Cabinet pudding
Cabinet pudding, also known as chancellor's pudding or Newcastle pudding, is a traditional English steamed, sweet, moulded pudding made from some combination of bread or sponge cake or similar ingredients in custard, cooked in a mould faced with decorative fruit pieces such as cherries or raisins, served with some form of sweet sauce. Other versions of cabinet pudding might use gelatin and whipped cream.
Early recipes
One of the earliest recorded recipes can be found in John Mollard's 1836 work The Art of Cookery New edition.In literature
A reference appears in Benjamin Disraeli's first novel of 1826, Vivian Grey, where the title character teaches the Marquess of Carabas how to eat cabinet pudding with curacao sauce.
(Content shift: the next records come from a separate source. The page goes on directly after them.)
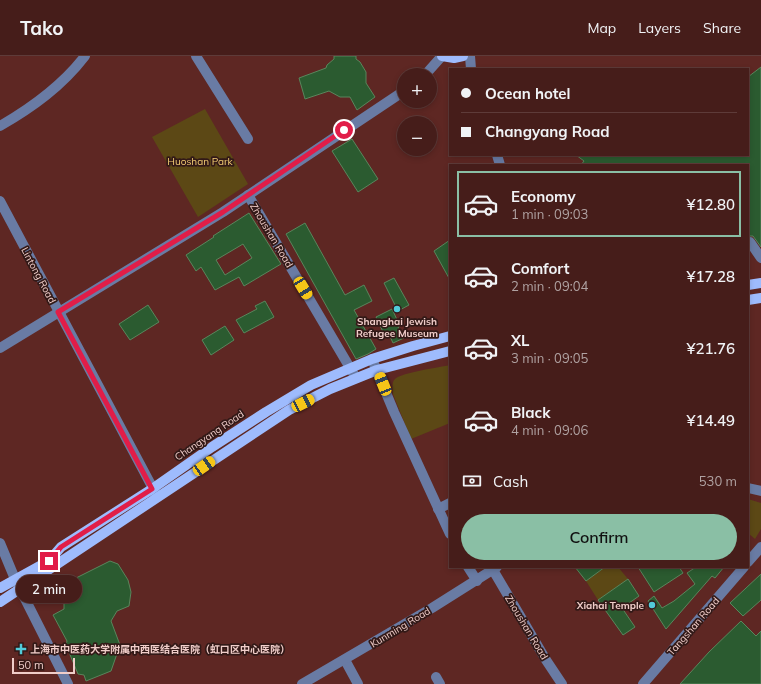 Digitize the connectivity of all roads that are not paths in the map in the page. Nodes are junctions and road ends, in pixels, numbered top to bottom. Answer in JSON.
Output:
{"nodes":[{"id":1,"x":85,"y":56,"type":"edge"},
{"id":2,"x":196,"y":56,"type":"edge"},
{"id":3,"x":442,"y":56,"type":"edge"},
{"id":4,"x":463,"y":56,"type":"edge"},
{"id":5,"x":470,"y":56,"type":"edge"},
{"id":6,"x":431,"y":68,"type":"edge"},
{"id":7,"x":471,"y":68,"type":"edge"},
{"id":8,"x":397,"y":96,"type":"edge"},
{"id":9,"x":0,"y":126,"type":"edge"},
{"id":10,"x":248,"y":139,"type":"dead end"},
{"id":11,"x":248,"y":195,"type":"junction"},
{"id":12,"x":0,"y":201,"type":"edge"},
{"id":13,"x":749,"y":242,"type":"edge"},
{"id":14,"x":755,"y":255,"type":"edge"},
{"id":15,"x":761,"y":283,"type":"edge"},
{"id":16,"x":749,"y":285,"type":"edge"},
{"id":17,"x":761,"y":298,"type":"edge"},
{"id":18,"x":749,"y":300,"type":"edge"},
{"id":19,"x":58,"y":312,"type":"junction"},
{"id":20,"x":449,"y":336,"type":"edge"},
{"id":21,"x":0,"y":348,"type":"edge"},
{"id":22,"x":449,"y":351,"type":"edge"},
{"id":23,"x":372,"y":359,"type":"junction"},
{"id":24,"x":351,"y":368,"type":"junction"},
{"id":25,"x":377,"y":370,"type":"junction"},
{"id":26,"x":356,"y":378,"type":"junction"},
{"id":27,"x":749,"y":488,"type":"edge"},
{"id":28,"x":761,"y":490,"type":"edge"},
{"id":29,"x":155,"y":493,"type":"junction"},
{"id":30,"x":449,"y":504,"type":"edge"},
{"id":31,"x":438,"y":509,"type":"junction"},
{"id":32,"x":449,"y":532,"type":"edge"},
{"id":33,"x":0,"y":543,"type":"edge"},
{"id":34,"x":761,"y":547,"type":"edge"},
{"id":35,"x":749,"y":561,"type":"edge"},
{"id":36,"x":469,"y":568,"type":"edge"},
{"id":37,"x":743,"y":568,"type":"edge"},
{"id":38,"x":495,"y":569,"type":"edge"},
{"id":39,"x":16,"y":579,"type":"junction"},
{"id":40,"x":477,"y":581,"type":"junction"},
{"id":41,"x":0,"y":588,"type":"edge"},
{"id":42,"x":21,"y":589,"type":"junction"},
{"id":43,"x":0,"y":602,"type":"edge"},
{"id":44,"x":345,"y":660,"type":"junction"},
{"id":45,"x":68,"y":684,"type":"edge"},
{"id":46,"x":302,"y":684,"type":"edge"},
{"id":47,"x":358,"y":684,"type":"edge"},
{"id":48,"x":562,"y":684,"type":"edge"},
{"id":49,"x":642,"y":684,"type":"edge"}],
"edges":[{"from":1,"to":9,"type":"street"},
{"from":2,"to":10,"type":"street"},
{"from":3,"to":4,"type":"main road"},
{"from":3,"to":6,"type":"street"},
{"from":5,"to":7,"type":"street"},
{"from":8,"to":11,"type":"street"},
{"from":11,"to":19,"type":"street"},
{"from":11,"to":24,"type":"street","name":"Zhoushan Road"},
{"from":12,"to":19,"type":"street","name":"Lintong Road"},
{"from":13,"to":14,"type":"street"},
{"from":15,"to":16,"type":"main road"},
{"from":17,"to":18,"type":"main road"},
{"from":19,"to":21,"type":"street"},
{"from":19,"to":29,"type":"street","name":"Lintong Road"},
{"from":20,"to":23,"type":"main road","name":"Changyang Road"},
{"from":22,"to":25,"type":"main road","name":"Changyang Road"},
{"from":23,"to":24,"type":"main road","name":"Changyang Road"},
{"from":23,"to":25,"type":"street"},
{"from":24,"to":26,"type":"street","name":"Zhoushan Road"},
{"from":24,"to":29,"type":"main road","name":"Changyang Road"},
{"from":25,"to":26,"type":"main road","name":"Changyang Road"},
{"from":25,"to":31,"type":"street"},
{"from":26,"to":29,"type":"main road","name":"Changyang Road"},
{"from":27,"to":28,"type":"street"},
{"from":29,"to":39,"type":"main road","name":"Changyang Road"},
{"from":29,"to":42,"type":"main road","name":"Changyang Road"},
{"from":30,"to":31,"type":"street"},
{"from":31,"to":32,"type":"street"},
{"from":33,"to":39,"type":"street"},
{"from":34,"to":35,"type":"street"},
{"from":36,"to":40,"type":"street"},
{"from":37,"to":49,"type":"street","name":"Tangshan Road"},
{"from":38,"to":40,"type":"street","name":"Kunming Road"},
{"from":38,"to":48,"type":"street","name":"Zhoushan Road"},
{"from":39,"to":41,"type":"main road","name":"Changyang Road"},
{"from":39,"to":42,"type":"street"},
{"from":40,"to":44,"type":"street","name":"Kunming Road"},
{"from":42,"to":43,"type":"main road","name":"Changyang Road"},
{"from":42,"to":45,"type":"street"},
{"from":44,"to":46,"type":"street","name":"Kunming Road"},
{"from":44,"to":47,"type":"street"}]} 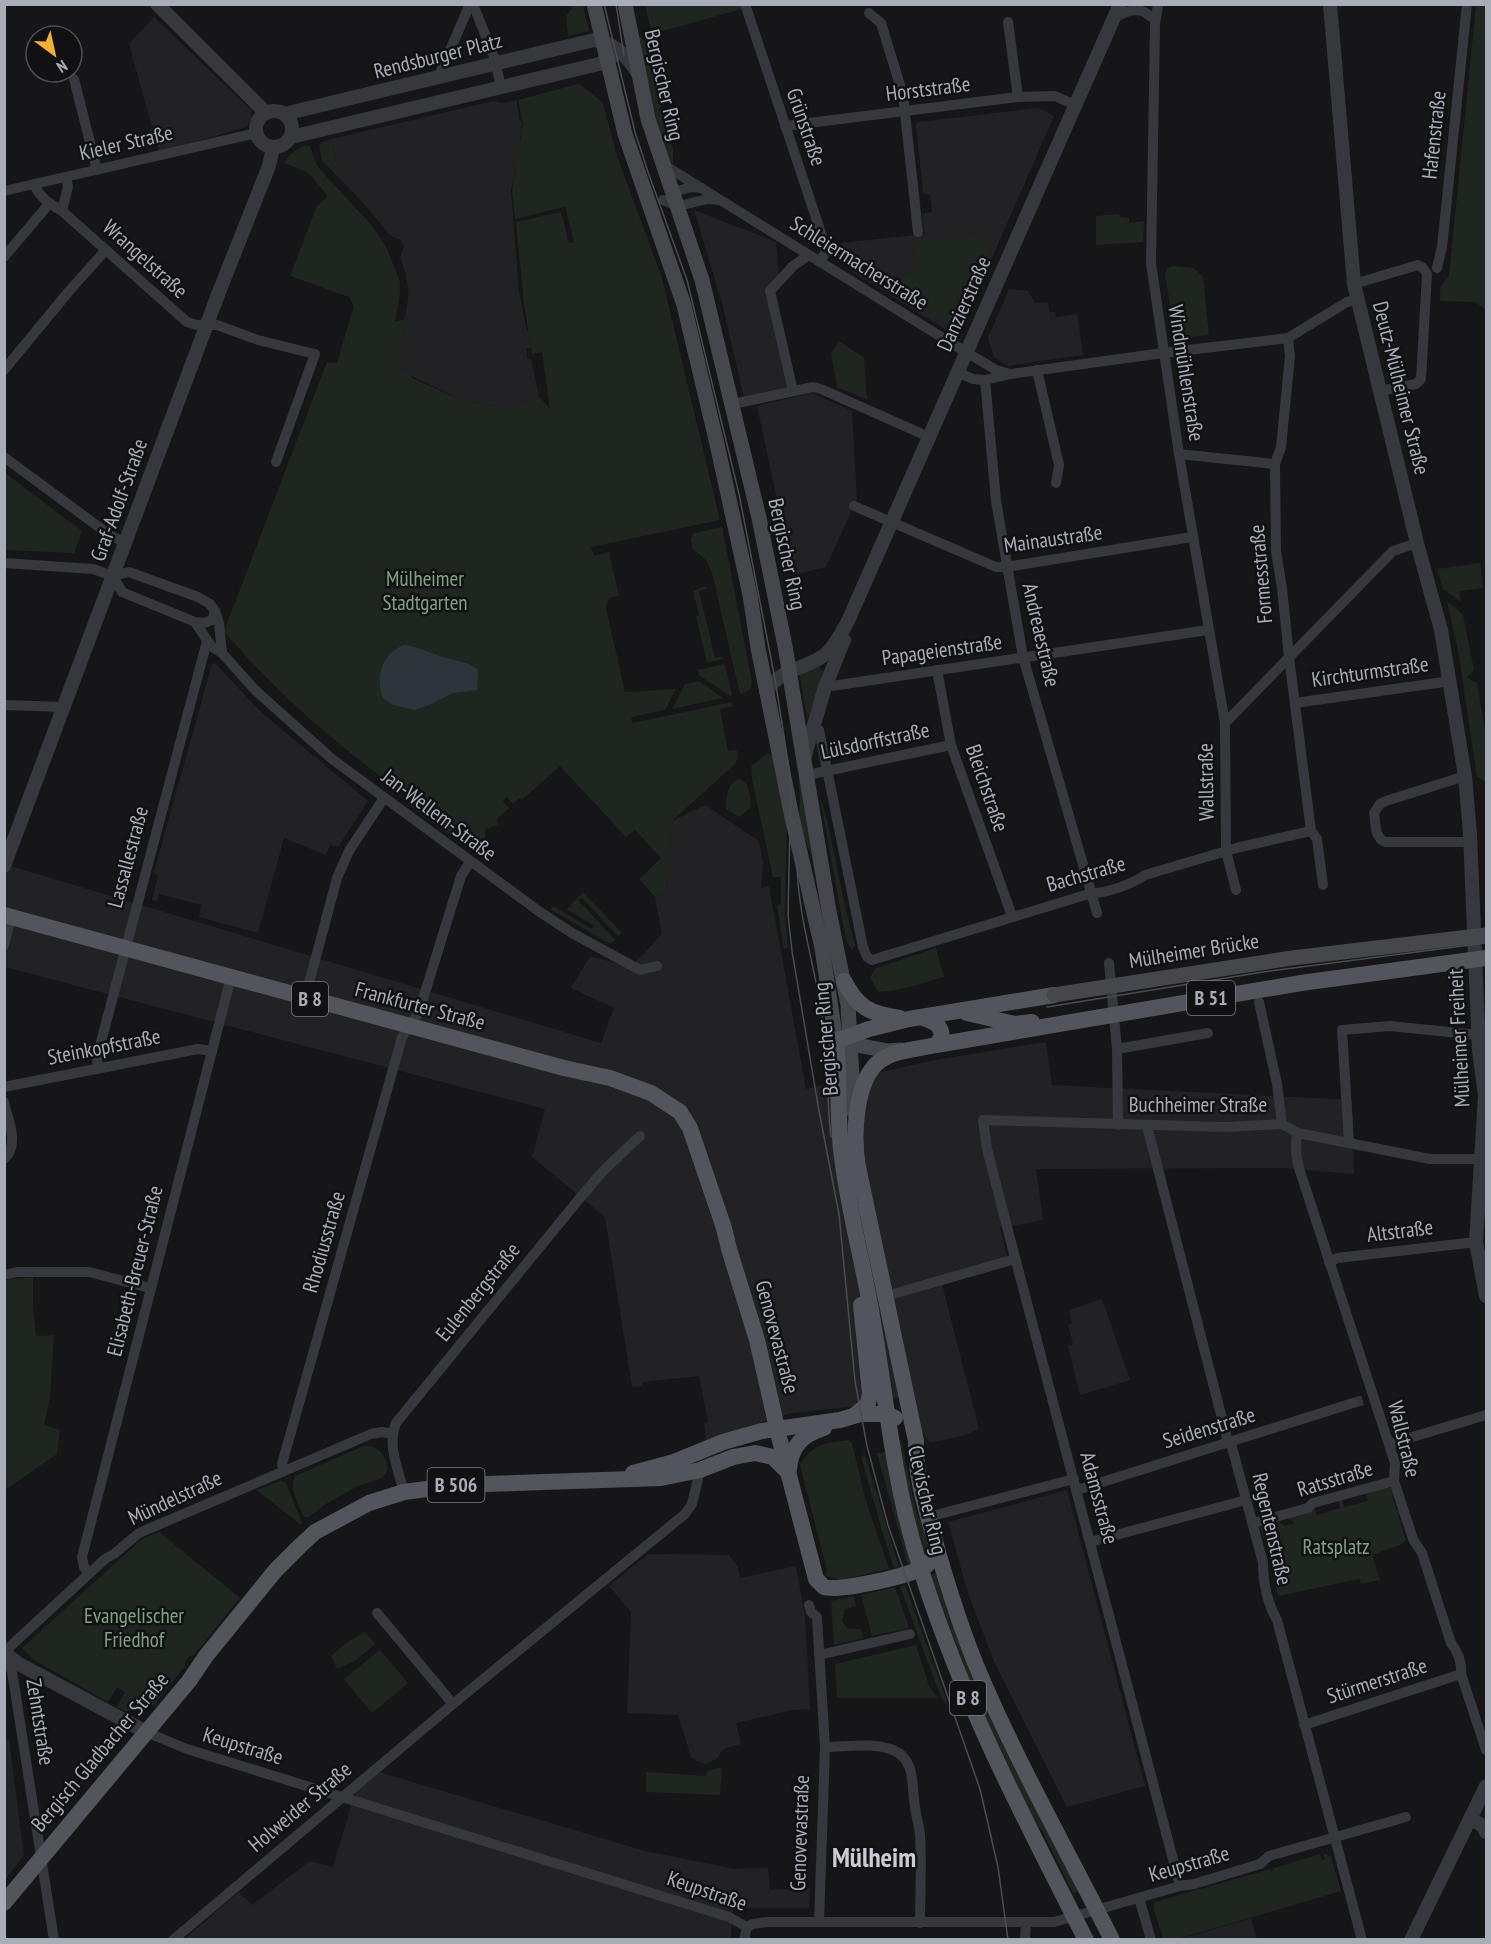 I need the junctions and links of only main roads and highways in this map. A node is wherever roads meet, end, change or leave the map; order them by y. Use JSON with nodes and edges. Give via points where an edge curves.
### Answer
{"nodes":[{"id":1,"x":594,"y":4,"type":"edge"},
{"id":2,"x":625,"y":4,"type":"edge"},
{"id":3,"x":666,"y":201,"type":"junction"},
{"id":4,"x":750,"y":595,"type":"junction"},
{"id":5,"x":781,"y":628,"type":"junction"},
{"id":6,"x":8,"y":916,"type":"edge"},
{"id":7,"x":1486,"y":935,"type":"edge"},
{"id":8,"x":1486,"y":956,"type":"edge"},
{"id":9,"x":844,"y":981,"type":"junction"},
{"id":10,"x":1054,"y":995,"type":"joint"},
{"id":11,"x":959,"y":1011,"type":"junction"},
{"id":12,"x":915,"y":1018,"type":"junction"},
{"id":13,"x":846,"y":1040,"type":"junction"},
{"id":14,"x":936,"y":1045,"type":"junction"},
{"id":15,"x":680,"y":1112,"type":"joint"},
{"id":16,"x":855,"y":1124,"type":"junction"},
{"id":17,"x":856,"y":1236,"type":"junction"},
{"id":18,"x":887,"y":1414,"type":"junction"},
{"id":19,"x":848,"y":1417,"type":"junction"},
{"id":20,"x":777,"y":1428,"type":"junction"},
{"id":21,"x":733,"y":1457,"type":"junction"},
{"id":22,"x":915,"y":1464,"type":"junction"},
{"id":23,"x":789,"y":1473,"type":"junction"},
{"id":24,"x":606,"y":1481,"type":"junction"},
{"id":25,"x":936,"y":1544,"type":"junction"},
{"id":26,"x":921,"y":1569,"type":"junction"},
{"id":27,"x":4,"y":1902,"type":"edge"},
{"id":28,"x":1086,"y":1940,"type":"edge"},
{"id":29,"x":1112,"y":1940,"type":"edge"}],
"edges":[{"from":1,"to":3,"type":"main road","name":"Bergischer Ring","via":[[625,134]]},
{"from":2,"to":3,"type":"main road","name":"Bergischer Ring","via":[[648,119],[664,165]]},
{"from":3,"to":4,"type":"main road","name":"Bergischer Ring","via":[[684,305]]},
{"from":3,"to":5,"type":"main road","name":"Bergischer Ring","via":[[702,280]]},
{"from":4,"to":5,"type":"main road","via":[[762,629],[771,632]]},
{"from":4,"to":13,"type":"main road","name":"Bergischer Ring","via":[[792,817]]},
{"from":5,"to":9,"type":"main road","name":"Bergischer Ring"},
{"from":6,"to":15,"type":"main road","name":"Frankfurter Straße","number":"B 8","via":[[631,1085],[658,1096]]},
{"from":7,"to":10,"type":"main road","name":"Mülheimer Brücke","number":"B 51","bridge":true,"via":[[1292,958]]},
{"from":8,"to":11,"type":"main road","name":"Mülheimer Brücke","number":"B 51","bridge":true,"via":[[1275,981],[1015,1024]]},
{"from":8,"to":14,"type":"main road","name":"Mülheimer Brücke","number":"B 51","bridge":true,"via":[[1301,982]]},
{"from":9,"to":12,"type":"main road","via":[[851,996],[870,1011]]},
{"from":9,"to":13,"type":"main road","name":"Bergischer Ring"},
{"from":10,"to":11,"type":"main road","name":"Mülheimer Brücke","number":"B 51"},
{"from":11,"to":12,"type":"main road","name":"Mülheimer Brücke","number":"B 51"},
{"from":12,"to":13,"type":"main road","number":"B 51"},
{"from":12,"to":14,"type":"main road","via":[[938,1023],[942,1037]]},
{"from":13,"to":14,"type":"main road","number":"B 51","via":[[888,1051]]},
{"from":13,"to":16,"type":"main road","name":"Bergischer Ring"},
{"from":13,"to":17,"type":"main road","name":"Clevischer Ring","via":[[840,1081],[840,1145]]},
{"from":14,"to":16,"type":"main road","number":"B 51","via":[[880,1061],[868,1076]]},
{"from":15,"to":20,"type":"main road","name":"Genovevastraße","number":"B 8","via":[[695,1139],[724,1228],[761,1355]]},
{"from":16,"to":22,"type":"main road","name":"Clevischer Ring","via":[[858,1167],[916,1441]]},
{"from":17,"to":18,"type":"main road","name":"Clevischer Ring"},
{"from":17,"to":19,"type":"main road","via":[[870,1393],[868,1404]]},
{"from":18,"to":19,"type":"main road","name":"Bergisch Gladbacher Straße"},
{"from":18,"to":22,"type":"main road","via":[[902,1425]]},
{"from":18,"to":26,"type":"main road","name":"Clevischer Ring","via":[[905,1516]]},
{"from":19,"to":20,"type":"main road","name":"Bergisch Gladbacher Straße"},
{"from":19,"to":23,"type":"main road","via":[[799,1441],[790,1459]]},
{"from":20,"to":21,"type":"main road"},
{"from":20,"to":23,"type":"main road","name":"Genovevastraße","number":"B 8"},
{"from":20,"to":24,"type":"main road","name":"Bergisch Gladbacher Straße","number":"B 506"},
{"from":21,"to":23,"type":"main road","name":"Bergisch Gladbacher Straße","number":"B 506","via":[[766,1454]]},
{"from":21,"to":24,"type":"main road","name":"Bergisch Gladbacher Straße","number":"B 506","via":[[700,1470],[660,1478]]},
{"from":22,"to":25,"type":"main road","name":"Clevischer Ring"},
{"from":23,"to":26,"type":"main road","name":"Genovevastraße","number":"B 8","via":[[816,1579],[824,1587],[839,1589]]},
{"from":24,"to":27,"type":"main road","name":"Bergisch Gladbacher Straße","number":"B 506","via":[[457,1485],[404,1492],[369,1503],[315,1532],[275,1571],[189,1681]]},
{"from":25,"to":26,"type":"main road","via":[[932,1559]]},
{"from":25,"to":29,"type":"main road","name":"Clevischer Ring","number":"B 8","via":[[965,1637],[985,1685],[1016,1754]]},
{"from":26,"to":28,"type":"main road","name":"Clevischer Ring","number":"B 8","via":[[990,1750]]}]}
In Josephine Tey's detective novel A Shilling for Candles, the "hard boiled but buoyant" hack journalist Jammy Hopkins bemoans a meal because "the potatoes were soapy, the cabinet pudding had tasted of baking soda".In London Belongs to Me Mr Josser complains when his cabinet pudding is served with custard rather than white sauce. In From the Terrace by John O'Hara, the protagonist Alfred Eaton is served cabinet pudding for dessert after being offered an important job at James D. MacHardie's firm.Cabinet pudding is also mentioned in Julian Rathbone's novel A Spy of the Old School.